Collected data
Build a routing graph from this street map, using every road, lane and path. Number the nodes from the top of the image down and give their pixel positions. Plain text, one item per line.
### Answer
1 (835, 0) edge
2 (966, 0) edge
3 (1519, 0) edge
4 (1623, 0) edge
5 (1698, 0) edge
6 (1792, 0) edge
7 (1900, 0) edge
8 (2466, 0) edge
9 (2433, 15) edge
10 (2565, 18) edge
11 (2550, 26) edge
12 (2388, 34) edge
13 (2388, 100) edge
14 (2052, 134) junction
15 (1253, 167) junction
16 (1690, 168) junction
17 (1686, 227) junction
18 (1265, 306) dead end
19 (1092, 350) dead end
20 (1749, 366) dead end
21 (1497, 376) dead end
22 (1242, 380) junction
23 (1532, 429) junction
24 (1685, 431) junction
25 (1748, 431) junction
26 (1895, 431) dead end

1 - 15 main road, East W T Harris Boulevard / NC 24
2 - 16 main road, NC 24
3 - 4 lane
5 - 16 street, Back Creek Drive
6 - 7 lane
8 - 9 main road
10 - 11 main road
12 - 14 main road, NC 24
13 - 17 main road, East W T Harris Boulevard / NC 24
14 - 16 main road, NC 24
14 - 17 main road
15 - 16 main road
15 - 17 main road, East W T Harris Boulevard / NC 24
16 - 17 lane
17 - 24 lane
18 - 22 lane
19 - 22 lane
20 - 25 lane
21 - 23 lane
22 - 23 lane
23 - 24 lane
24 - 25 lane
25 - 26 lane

* [TASK INSTRUCTIONS]: Gather all lines from the records above in which "dead" appears.

* [ANSWER SECTION]:
18 (1265, 306) dead end
19 (1092, 350) dead end
20 (1749, 366) dead end
21 (1497, 376) dead end
26 (1895, 431) dead end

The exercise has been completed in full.